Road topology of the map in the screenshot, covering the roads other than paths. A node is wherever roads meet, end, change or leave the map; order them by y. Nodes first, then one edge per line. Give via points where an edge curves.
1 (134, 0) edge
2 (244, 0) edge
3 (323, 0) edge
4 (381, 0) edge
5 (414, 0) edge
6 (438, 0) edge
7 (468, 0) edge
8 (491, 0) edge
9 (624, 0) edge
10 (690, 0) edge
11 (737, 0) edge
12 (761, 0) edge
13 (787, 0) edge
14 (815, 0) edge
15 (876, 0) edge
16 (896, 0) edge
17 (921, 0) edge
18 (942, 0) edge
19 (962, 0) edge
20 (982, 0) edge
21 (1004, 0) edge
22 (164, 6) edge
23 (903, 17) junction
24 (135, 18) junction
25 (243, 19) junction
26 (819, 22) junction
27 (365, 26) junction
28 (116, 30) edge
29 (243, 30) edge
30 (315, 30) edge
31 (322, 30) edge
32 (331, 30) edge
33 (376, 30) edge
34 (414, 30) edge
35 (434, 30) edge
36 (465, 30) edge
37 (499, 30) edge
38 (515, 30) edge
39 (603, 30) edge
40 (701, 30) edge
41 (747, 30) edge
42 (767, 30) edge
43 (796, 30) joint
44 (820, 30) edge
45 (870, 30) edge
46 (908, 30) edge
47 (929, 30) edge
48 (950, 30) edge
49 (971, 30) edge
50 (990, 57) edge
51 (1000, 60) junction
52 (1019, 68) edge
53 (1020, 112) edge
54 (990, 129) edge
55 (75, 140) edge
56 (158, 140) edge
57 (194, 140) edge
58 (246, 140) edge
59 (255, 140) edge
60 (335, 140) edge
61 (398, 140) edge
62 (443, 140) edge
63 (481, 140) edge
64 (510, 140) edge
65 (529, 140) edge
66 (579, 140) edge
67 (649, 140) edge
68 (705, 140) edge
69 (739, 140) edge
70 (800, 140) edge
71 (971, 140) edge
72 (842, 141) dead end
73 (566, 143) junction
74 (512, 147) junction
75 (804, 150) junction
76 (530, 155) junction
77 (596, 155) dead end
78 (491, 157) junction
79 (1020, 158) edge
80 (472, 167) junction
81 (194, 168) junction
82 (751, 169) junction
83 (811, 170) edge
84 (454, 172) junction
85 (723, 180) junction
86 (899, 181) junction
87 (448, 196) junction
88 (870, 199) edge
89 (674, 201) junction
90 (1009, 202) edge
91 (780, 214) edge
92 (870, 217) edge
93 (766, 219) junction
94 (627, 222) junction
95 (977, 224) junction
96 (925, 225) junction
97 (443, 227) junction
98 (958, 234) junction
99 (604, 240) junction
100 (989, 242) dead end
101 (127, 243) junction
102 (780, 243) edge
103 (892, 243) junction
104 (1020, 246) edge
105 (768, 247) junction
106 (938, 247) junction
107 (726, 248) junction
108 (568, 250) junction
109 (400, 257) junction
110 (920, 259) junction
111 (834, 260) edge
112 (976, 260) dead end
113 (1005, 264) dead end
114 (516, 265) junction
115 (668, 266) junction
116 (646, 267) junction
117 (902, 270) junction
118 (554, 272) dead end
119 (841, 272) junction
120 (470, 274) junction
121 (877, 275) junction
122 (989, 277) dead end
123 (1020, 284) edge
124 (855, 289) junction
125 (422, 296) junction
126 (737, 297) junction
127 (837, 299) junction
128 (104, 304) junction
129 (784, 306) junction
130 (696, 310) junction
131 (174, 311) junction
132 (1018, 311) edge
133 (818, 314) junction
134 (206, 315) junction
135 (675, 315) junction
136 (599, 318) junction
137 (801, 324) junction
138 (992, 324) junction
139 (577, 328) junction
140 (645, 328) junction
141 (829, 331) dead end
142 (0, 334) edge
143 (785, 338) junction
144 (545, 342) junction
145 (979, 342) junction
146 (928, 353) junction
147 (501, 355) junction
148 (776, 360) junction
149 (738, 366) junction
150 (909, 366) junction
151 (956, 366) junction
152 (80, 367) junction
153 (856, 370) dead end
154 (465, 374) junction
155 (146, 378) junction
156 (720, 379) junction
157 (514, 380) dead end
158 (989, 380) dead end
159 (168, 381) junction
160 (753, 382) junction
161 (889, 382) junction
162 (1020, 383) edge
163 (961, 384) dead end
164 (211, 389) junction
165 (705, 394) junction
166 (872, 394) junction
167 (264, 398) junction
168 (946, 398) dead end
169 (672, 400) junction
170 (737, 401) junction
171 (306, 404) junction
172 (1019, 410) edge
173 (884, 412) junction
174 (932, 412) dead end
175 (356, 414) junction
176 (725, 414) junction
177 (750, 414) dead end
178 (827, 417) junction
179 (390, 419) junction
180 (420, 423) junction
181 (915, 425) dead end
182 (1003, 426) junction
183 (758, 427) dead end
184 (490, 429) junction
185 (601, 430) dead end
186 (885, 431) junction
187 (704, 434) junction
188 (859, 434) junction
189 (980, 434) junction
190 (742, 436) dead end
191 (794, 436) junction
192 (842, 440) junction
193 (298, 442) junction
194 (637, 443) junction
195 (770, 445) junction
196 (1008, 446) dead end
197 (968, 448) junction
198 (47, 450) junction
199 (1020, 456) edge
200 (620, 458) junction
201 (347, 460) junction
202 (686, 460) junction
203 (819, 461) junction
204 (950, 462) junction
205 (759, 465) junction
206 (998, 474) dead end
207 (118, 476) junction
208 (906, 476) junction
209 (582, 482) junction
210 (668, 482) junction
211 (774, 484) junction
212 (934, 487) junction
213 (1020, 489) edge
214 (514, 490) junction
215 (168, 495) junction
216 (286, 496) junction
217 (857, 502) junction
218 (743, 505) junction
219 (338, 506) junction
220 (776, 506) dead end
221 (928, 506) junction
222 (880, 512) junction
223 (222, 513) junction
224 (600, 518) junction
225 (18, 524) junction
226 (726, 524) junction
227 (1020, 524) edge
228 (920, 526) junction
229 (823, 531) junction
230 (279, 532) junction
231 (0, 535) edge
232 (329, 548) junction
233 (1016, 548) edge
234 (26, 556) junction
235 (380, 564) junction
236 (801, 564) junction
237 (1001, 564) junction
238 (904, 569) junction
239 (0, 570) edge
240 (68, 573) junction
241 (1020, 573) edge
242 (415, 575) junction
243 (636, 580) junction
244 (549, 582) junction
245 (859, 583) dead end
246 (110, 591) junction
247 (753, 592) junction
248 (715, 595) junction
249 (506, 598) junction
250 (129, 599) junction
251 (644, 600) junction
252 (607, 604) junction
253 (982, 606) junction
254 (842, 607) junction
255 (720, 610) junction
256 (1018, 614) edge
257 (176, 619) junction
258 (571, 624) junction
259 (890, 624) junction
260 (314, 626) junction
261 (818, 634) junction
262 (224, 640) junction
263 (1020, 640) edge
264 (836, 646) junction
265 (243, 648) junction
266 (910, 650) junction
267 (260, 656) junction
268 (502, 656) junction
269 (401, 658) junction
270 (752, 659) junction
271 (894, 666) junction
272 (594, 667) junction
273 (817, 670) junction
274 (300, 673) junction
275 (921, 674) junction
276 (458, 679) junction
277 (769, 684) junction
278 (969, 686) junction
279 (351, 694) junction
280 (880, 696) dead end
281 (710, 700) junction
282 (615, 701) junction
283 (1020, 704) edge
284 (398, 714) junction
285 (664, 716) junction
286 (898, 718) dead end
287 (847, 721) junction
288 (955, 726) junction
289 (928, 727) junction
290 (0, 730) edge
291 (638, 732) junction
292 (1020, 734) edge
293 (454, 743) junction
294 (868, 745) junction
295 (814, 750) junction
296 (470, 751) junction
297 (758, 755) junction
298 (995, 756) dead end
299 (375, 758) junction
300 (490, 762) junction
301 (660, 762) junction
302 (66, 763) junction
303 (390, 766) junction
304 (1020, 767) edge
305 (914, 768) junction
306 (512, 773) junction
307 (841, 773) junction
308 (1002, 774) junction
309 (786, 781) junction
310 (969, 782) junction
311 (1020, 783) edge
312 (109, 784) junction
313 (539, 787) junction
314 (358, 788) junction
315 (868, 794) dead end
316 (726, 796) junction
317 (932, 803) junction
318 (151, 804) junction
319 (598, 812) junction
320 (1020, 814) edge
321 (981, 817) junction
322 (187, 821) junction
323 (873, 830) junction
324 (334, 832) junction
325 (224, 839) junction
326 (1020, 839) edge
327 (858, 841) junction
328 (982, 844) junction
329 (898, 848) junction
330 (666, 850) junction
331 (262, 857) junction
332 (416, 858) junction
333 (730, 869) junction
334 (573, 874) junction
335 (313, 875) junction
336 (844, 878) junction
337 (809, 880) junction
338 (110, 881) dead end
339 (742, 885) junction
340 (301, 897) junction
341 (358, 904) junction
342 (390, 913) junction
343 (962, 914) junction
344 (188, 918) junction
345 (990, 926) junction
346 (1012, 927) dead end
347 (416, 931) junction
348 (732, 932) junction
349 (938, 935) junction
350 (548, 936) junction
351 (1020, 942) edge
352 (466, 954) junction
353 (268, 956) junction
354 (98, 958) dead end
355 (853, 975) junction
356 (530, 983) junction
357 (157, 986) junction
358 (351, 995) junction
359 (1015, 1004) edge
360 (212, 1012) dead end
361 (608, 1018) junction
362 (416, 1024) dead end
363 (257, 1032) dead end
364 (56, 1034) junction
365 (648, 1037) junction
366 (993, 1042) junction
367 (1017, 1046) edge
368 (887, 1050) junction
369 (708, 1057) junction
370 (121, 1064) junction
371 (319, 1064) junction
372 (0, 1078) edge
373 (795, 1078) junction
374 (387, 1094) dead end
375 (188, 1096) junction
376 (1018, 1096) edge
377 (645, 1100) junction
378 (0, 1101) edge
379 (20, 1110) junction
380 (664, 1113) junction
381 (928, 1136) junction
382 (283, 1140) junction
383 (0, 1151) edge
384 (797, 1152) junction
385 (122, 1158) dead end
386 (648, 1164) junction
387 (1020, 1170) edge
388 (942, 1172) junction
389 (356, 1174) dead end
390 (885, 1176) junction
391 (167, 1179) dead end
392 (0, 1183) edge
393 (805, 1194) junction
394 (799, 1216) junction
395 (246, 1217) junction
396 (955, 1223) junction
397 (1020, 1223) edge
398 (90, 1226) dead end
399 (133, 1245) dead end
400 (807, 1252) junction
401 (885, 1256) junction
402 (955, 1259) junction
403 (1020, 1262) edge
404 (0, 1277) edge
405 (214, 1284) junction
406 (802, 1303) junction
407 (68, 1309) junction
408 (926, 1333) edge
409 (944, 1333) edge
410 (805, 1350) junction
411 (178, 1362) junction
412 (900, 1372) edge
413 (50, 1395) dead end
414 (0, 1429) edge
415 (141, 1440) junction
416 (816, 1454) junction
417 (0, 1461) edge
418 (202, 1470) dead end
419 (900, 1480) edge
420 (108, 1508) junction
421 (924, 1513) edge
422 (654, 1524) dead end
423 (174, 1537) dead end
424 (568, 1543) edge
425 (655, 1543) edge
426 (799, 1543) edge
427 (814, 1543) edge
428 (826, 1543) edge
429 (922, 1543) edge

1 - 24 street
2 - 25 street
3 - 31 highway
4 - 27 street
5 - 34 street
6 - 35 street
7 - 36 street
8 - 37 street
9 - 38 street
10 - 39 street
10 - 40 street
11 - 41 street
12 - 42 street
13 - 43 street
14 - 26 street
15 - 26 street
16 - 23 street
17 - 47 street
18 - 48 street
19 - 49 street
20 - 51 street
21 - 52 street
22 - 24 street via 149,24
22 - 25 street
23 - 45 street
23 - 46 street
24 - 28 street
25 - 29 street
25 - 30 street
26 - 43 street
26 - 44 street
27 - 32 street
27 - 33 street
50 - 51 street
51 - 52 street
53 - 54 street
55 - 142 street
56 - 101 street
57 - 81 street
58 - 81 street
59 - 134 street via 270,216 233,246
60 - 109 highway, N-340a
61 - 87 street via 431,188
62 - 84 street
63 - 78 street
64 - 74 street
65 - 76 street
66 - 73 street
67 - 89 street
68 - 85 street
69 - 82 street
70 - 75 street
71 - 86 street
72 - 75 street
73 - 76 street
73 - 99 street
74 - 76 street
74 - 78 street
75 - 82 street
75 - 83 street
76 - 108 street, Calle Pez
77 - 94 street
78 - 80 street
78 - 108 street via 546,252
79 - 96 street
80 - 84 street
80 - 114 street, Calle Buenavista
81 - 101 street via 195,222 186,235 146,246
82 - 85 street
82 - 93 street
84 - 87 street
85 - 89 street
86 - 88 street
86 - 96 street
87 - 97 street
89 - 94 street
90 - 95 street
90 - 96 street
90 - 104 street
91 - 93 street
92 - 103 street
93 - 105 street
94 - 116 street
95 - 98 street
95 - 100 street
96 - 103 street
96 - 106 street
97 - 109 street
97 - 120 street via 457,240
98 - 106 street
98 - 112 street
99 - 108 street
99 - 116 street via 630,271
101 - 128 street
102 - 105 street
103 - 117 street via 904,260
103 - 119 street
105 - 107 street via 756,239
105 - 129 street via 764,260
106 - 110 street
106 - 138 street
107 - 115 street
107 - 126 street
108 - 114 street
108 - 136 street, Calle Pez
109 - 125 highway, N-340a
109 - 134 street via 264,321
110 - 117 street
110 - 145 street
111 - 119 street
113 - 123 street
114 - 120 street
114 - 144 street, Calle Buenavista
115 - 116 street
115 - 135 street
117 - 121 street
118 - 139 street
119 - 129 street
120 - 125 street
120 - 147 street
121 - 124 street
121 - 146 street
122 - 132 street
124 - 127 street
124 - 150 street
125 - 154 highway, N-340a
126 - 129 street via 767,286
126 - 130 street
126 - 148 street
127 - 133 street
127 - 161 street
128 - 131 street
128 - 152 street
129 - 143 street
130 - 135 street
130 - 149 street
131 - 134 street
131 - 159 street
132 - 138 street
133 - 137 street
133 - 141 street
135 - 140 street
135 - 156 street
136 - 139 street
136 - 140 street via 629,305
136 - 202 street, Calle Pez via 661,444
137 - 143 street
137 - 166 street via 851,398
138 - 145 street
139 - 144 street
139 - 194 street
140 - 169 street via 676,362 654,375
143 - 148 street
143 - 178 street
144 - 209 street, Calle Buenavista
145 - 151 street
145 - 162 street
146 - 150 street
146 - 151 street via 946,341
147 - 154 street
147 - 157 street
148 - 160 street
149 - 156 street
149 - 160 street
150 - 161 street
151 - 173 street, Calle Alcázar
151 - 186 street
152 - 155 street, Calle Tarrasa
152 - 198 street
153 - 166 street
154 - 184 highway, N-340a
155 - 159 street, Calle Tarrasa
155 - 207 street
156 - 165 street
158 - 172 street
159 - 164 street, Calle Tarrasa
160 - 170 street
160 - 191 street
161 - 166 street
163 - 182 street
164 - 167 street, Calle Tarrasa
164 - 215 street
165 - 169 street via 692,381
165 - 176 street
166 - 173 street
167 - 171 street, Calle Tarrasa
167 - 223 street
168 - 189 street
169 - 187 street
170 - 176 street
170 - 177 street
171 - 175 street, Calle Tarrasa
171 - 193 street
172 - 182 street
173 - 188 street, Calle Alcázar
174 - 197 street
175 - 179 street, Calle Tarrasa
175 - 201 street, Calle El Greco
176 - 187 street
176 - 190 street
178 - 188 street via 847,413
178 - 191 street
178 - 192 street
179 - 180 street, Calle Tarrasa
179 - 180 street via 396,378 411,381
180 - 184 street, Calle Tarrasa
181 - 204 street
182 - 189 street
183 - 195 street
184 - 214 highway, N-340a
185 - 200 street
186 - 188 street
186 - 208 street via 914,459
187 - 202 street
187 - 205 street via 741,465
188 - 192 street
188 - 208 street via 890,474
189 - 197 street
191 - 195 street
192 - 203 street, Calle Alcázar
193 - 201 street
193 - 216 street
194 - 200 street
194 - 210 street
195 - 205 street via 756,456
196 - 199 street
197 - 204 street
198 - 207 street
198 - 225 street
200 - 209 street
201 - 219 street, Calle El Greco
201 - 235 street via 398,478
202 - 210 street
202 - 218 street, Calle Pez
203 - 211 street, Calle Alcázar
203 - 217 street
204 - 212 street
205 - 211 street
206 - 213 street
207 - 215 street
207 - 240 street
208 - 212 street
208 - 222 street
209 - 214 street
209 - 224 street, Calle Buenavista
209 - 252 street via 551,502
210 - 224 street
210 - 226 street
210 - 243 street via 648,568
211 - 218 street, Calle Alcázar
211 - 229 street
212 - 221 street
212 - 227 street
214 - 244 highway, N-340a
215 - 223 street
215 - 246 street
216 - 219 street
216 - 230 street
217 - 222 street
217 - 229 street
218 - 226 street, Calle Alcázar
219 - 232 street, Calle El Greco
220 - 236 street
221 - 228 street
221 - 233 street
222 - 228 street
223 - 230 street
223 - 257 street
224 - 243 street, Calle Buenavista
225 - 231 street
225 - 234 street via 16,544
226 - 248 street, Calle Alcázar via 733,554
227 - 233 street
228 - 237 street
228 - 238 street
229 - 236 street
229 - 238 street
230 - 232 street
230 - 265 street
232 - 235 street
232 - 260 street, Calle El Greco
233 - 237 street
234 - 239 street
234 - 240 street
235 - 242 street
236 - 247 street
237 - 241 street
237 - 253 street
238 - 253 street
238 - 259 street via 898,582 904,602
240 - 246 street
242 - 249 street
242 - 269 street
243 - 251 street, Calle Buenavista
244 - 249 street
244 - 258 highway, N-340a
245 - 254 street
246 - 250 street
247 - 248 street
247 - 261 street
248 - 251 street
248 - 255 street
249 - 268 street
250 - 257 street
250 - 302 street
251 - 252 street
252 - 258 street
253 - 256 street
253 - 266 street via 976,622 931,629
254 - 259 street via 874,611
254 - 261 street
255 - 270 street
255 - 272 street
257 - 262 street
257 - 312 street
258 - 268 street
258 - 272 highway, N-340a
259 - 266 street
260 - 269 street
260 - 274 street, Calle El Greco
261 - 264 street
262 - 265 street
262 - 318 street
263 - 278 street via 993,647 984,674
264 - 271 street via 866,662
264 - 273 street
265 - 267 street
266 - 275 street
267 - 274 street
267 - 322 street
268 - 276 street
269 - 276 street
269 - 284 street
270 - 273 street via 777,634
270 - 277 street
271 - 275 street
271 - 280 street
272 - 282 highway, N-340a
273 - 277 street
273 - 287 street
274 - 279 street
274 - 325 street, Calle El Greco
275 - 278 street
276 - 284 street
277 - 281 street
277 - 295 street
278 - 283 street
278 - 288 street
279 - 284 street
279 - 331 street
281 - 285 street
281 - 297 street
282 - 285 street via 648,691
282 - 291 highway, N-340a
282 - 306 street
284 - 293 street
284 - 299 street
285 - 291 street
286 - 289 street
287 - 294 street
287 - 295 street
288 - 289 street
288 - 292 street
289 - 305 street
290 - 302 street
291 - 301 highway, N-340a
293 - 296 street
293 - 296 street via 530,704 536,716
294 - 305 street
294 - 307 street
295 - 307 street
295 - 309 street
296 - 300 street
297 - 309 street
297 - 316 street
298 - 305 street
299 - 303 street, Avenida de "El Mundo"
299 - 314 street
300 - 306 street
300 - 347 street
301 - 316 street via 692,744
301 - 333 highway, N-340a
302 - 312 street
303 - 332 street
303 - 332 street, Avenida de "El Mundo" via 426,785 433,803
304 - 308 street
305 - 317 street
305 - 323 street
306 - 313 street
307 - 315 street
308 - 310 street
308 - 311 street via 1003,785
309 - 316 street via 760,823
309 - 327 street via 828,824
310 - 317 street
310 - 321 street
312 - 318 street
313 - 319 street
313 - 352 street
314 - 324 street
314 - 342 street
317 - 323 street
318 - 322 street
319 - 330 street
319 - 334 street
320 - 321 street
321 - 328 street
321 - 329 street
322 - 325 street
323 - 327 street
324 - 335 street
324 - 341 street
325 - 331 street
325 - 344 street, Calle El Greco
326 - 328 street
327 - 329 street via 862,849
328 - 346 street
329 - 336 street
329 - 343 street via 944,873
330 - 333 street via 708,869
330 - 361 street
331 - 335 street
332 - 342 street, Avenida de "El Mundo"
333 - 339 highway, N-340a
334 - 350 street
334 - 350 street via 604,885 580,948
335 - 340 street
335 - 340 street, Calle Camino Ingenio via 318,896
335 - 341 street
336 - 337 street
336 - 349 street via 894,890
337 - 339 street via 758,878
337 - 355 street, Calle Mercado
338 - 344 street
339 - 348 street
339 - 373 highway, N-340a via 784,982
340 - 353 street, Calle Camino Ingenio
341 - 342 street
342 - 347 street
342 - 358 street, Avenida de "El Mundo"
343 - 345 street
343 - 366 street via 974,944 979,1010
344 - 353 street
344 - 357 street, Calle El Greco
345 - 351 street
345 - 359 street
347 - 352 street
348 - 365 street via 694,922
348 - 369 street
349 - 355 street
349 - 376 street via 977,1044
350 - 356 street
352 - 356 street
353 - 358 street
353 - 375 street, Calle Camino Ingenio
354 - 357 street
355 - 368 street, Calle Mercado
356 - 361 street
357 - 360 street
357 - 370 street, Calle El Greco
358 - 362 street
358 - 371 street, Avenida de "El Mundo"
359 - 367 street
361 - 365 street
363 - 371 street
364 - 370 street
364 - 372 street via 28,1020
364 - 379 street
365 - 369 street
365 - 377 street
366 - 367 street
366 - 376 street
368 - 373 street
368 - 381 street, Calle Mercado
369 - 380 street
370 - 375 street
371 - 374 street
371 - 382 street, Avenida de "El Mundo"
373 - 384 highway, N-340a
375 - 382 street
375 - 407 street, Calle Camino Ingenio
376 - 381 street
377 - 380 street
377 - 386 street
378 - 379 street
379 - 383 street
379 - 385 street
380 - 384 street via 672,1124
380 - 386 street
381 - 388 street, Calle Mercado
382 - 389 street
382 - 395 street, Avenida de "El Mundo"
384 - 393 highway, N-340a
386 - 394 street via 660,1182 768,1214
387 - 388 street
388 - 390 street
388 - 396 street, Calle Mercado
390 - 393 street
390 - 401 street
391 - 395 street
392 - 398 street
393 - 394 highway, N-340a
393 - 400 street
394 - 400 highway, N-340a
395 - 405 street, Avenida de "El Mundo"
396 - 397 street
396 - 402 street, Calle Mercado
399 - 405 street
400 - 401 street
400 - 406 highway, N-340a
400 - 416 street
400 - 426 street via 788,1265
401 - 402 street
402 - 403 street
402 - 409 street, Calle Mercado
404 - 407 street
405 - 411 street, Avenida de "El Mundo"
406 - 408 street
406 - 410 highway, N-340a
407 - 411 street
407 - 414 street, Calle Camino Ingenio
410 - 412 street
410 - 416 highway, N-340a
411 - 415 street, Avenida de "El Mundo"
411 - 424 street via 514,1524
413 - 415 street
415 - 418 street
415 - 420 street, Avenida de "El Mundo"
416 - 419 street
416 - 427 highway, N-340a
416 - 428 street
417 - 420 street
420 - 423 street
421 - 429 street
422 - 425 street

## WHAT IS EXPECTED
For each line in the records that holds "Avenida", show that line as it stands.

## SOLUTION TO THIS PROBLEM
299 - 303 street, Avenida de "El Mundo"
303 - 332 street, Avenida de "El Mundo" via 426,785 433,803
332 - 342 street, Avenida de "El Mundo"
342 - 358 street, Avenida de "El Mundo"
358 - 371 street, Avenida de "El Mundo"
371 - 382 street, Avenida de "El Mundo"
382 - 395 street, Avenida de "El Mundo"
395 - 405 street, Avenida de "El Mundo"
405 - 411 street, Avenida de "El Mundo"
411 - 415 street, Avenida de "El Mundo"
415 - 420 street, Avenida de "El Mundo"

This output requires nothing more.